▶ [What you should do] Below this task are records; return each one exactly and omit its images.

....................

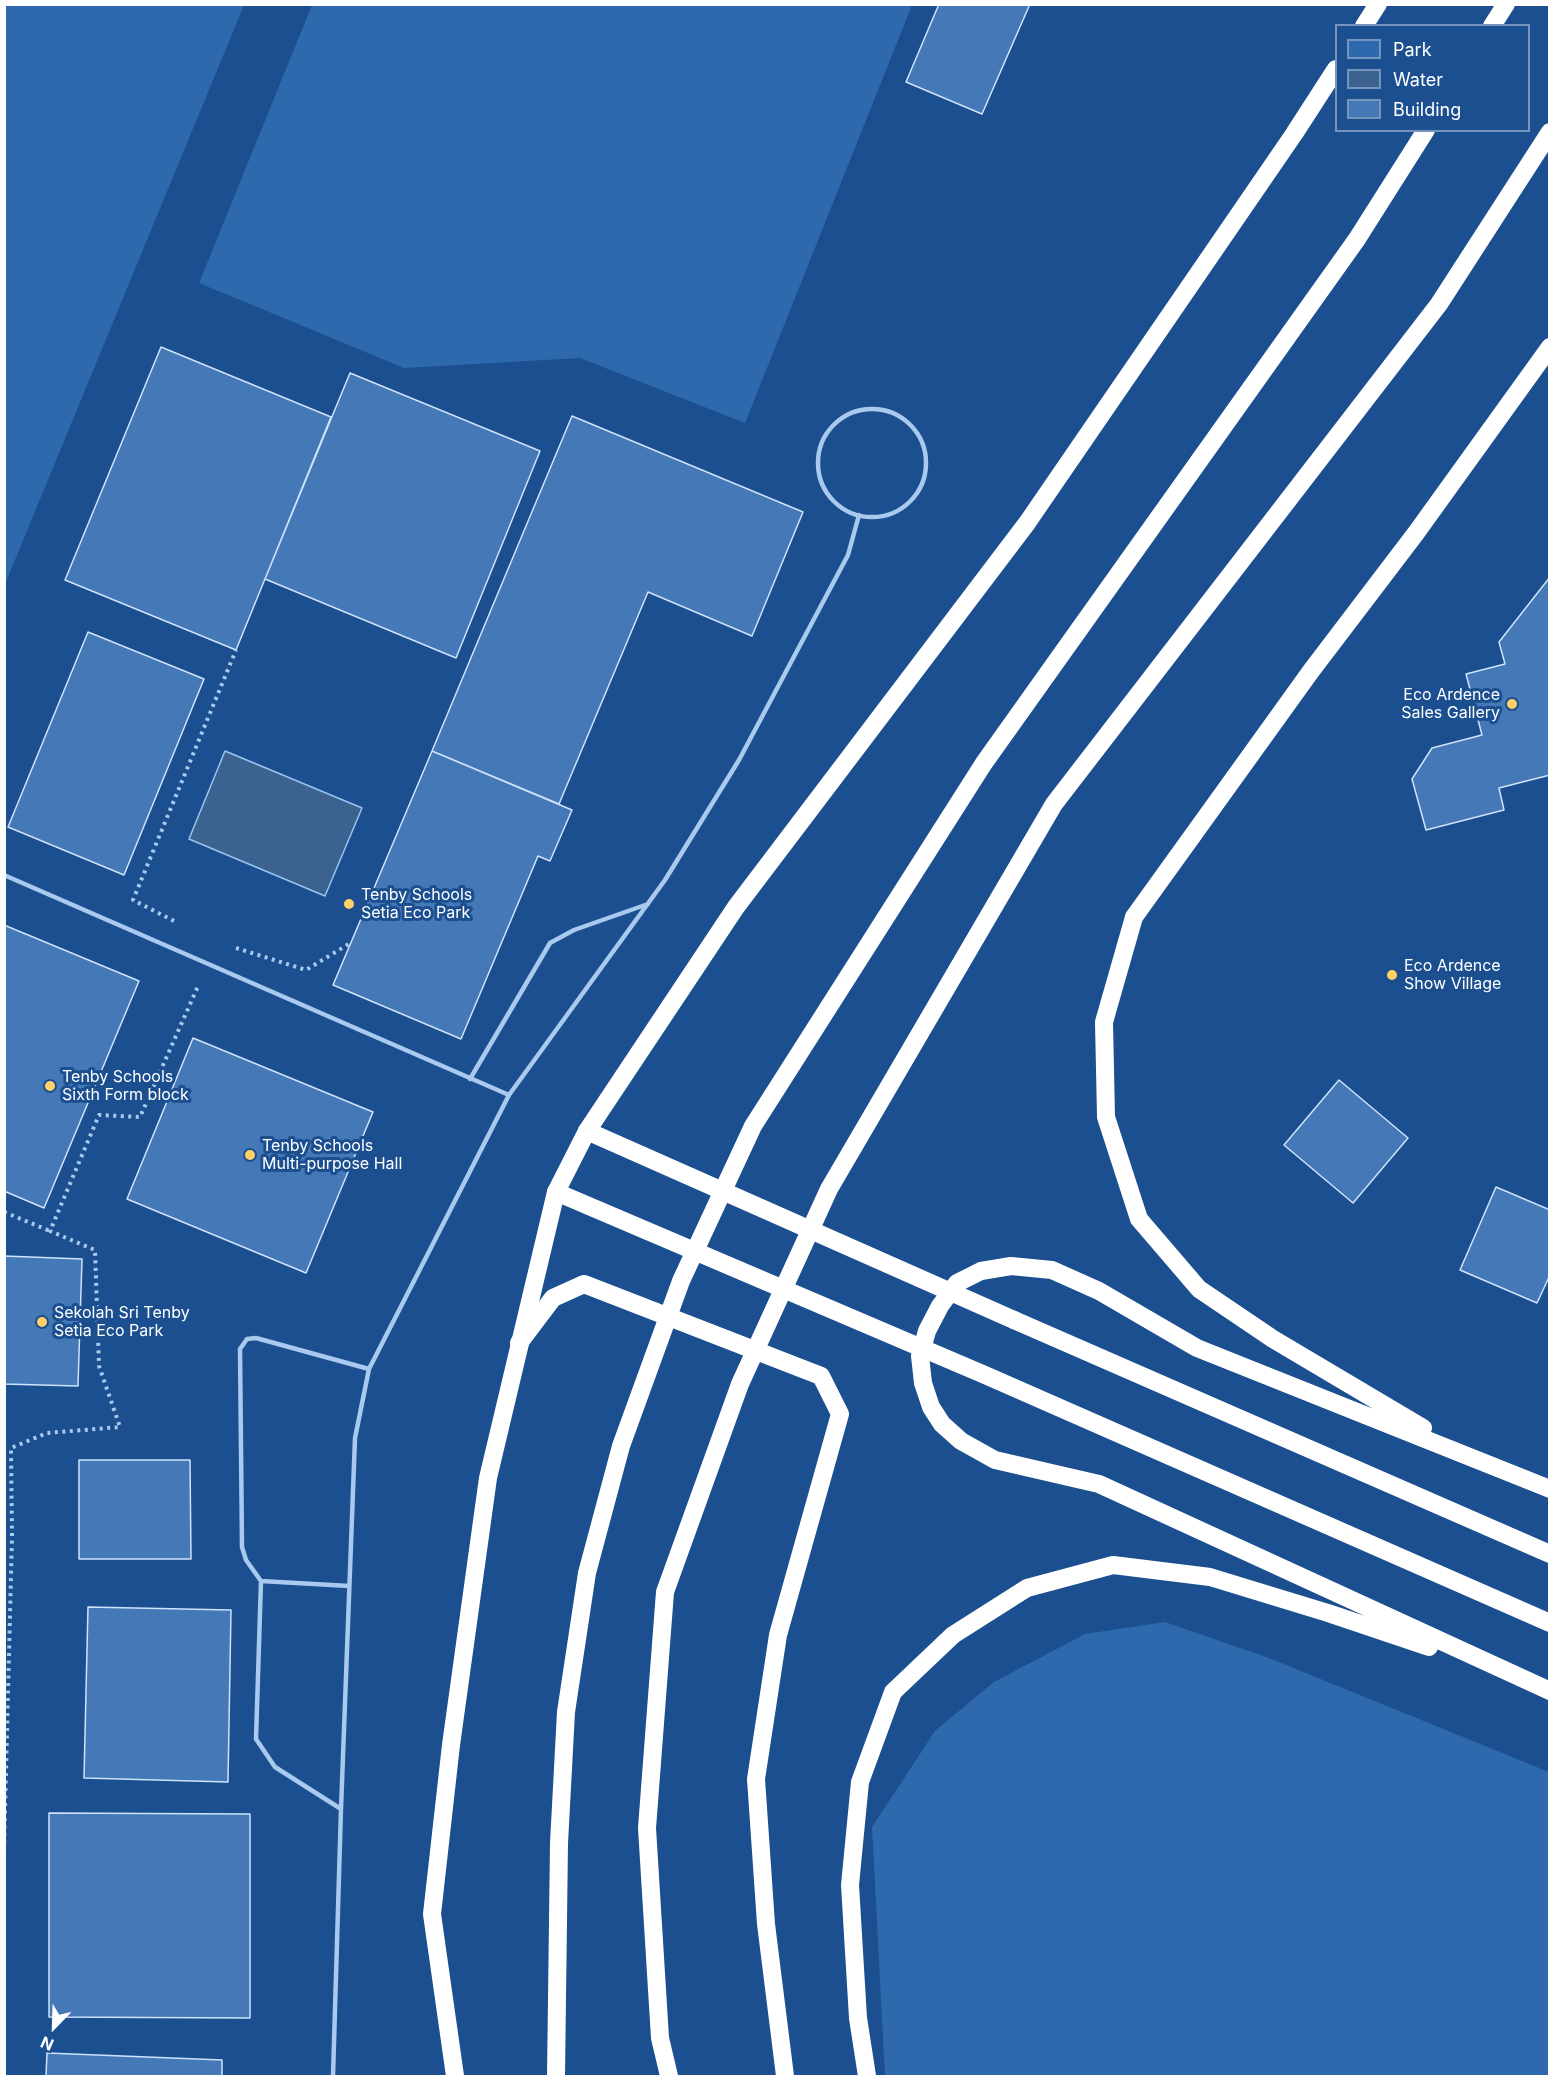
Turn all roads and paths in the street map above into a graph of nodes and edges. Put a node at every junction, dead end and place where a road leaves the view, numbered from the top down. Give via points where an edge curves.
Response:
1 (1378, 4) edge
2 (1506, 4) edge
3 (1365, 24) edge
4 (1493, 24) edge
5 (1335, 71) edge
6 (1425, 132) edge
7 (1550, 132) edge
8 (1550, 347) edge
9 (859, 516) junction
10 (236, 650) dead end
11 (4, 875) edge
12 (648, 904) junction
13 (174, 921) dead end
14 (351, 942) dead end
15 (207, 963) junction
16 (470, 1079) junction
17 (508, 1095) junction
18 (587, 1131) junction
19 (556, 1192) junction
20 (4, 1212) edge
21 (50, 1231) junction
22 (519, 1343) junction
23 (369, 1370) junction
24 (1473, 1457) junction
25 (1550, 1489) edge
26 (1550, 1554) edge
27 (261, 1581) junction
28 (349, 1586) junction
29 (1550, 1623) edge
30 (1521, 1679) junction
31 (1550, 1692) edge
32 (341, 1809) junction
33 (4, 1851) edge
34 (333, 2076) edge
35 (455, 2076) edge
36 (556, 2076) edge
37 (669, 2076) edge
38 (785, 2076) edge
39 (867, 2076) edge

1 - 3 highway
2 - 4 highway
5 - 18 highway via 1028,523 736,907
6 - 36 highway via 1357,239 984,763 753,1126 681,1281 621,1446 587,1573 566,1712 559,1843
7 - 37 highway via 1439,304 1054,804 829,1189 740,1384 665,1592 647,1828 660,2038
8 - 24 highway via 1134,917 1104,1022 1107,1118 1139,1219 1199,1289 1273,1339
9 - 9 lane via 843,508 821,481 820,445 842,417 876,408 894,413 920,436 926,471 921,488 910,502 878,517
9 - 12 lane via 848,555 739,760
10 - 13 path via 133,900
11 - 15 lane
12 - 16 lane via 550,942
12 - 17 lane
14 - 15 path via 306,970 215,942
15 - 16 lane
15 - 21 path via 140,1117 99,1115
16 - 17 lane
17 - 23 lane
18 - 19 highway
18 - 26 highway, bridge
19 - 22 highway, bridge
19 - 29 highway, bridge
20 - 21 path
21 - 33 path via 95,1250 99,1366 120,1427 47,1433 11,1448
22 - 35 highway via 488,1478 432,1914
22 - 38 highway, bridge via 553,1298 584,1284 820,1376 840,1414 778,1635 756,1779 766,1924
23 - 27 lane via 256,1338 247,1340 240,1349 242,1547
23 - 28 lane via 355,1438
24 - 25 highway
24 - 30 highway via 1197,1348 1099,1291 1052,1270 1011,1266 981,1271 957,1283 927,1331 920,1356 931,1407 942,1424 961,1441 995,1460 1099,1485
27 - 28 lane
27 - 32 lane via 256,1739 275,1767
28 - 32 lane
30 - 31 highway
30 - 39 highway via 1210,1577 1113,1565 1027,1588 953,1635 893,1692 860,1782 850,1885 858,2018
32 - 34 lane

....................

▶ [Result of the exercise]
Turn all roads and paths in the street map above into a graph of nodes and edges. Put a node at every junction, dead end and place where a road leaves the view, numbered from the top down. Give via points where an edge curves.
Response:
1 (1378, 4) edge
2 (1506, 4) edge
3 (1365, 24) edge
4 (1493, 24) edge
5 (1335, 71) edge
6 (1425, 132) edge
7 (1550, 132) edge
8 (1550, 347) edge
9 (859, 516) junction
10 (236, 650) dead end
11 (4, 875) edge
12 (648, 904) junction
13 (174, 921) dead end
14 (351, 942) dead end
15 (207, 963) junction
16 (470, 1079) junction
17 (508, 1095) junction
18 (587, 1131) junction
19 (556, 1192) junction
20 (4, 1212) edge
21 (50, 1231) junction
22 (519, 1343) junction
23 (369, 1370) junction
24 (1473, 1457) junction
25 (1550, 1489) edge
26 (1550, 1554) edge
27 (261, 1581) junction
28 (349, 1586) junction
29 (1550, 1623) edge
30 (1521, 1679) junction
31 (1550, 1692) edge
32 (341, 1809) junction
33 (4, 1851) edge
34 (333, 2076) edge
35 (455, 2076) edge
36 (556, 2076) edge
37 (669, 2076) edge
38 (785, 2076) edge
39 (867, 2076) edge

1 - 3 highway
2 - 4 highway
5 - 18 highway via 1028,523 736,907
6 - 36 highway via 1357,239 984,763 753,1126 681,1281 621,1446 587,1573 566,1712 559,1843
7 - 37 highway via 1439,304 1054,804 829,1189 740,1384 665,1592 647,1828 660,2038
8 - 24 highway via 1134,917 1104,1022 1107,1118 1139,1219 1199,1289 1273,1339
9 - 9 lane via 843,508 821,481 820,445 842,417 876,408 894,413 920,436 926,471 921,488 910,502 878,517
9 - 12 lane via 848,555 739,760
10 - 13 path via 133,900
11 - 15 lane
12 - 16 lane via 550,942
12 - 17 lane
14 - 15 path via 306,970 215,942
15 - 16 lane
15 - 21 path via 140,1117 99,1115
16 - 17 lane
17 - 23 lane
18 - 19 highway
18 - 26 highway, bridge
19 - 22 highway, bridge
19 - 29 highway, bridge
20 - 21 path
21 - 33 path via 95,1250 99,1366 120,1427 47,1433 11,1448
22 - 35 highway via 488,1478 432,1914
22 - 38 highway, bridge via 553,1298 584,1284 820,1376 840,1414 778,1635 756,1779 766,1924
23 - 27 lane via 256,1338 247,1340 240,1349 242,1547
23 - 28 lane via 355,1438
24 - 25 highway
24 - 30 highway via 1197,1348 1099,1291 1052,1270 1011,1266 981,1271 957,1283 927,1331 920,1356 931,1407 942,1424 961,1441 995,1460 1099,1485
27 - 28 lane
27 - 32 lane via 256,1739 275,1767
28 - 32 lane
30 - 31 highway
30 - 39 highway via 1210,1577 1113,1565 1027,1588 953,1635 893,1692 860,1782 850,1885 858,2018
32 - 34 lane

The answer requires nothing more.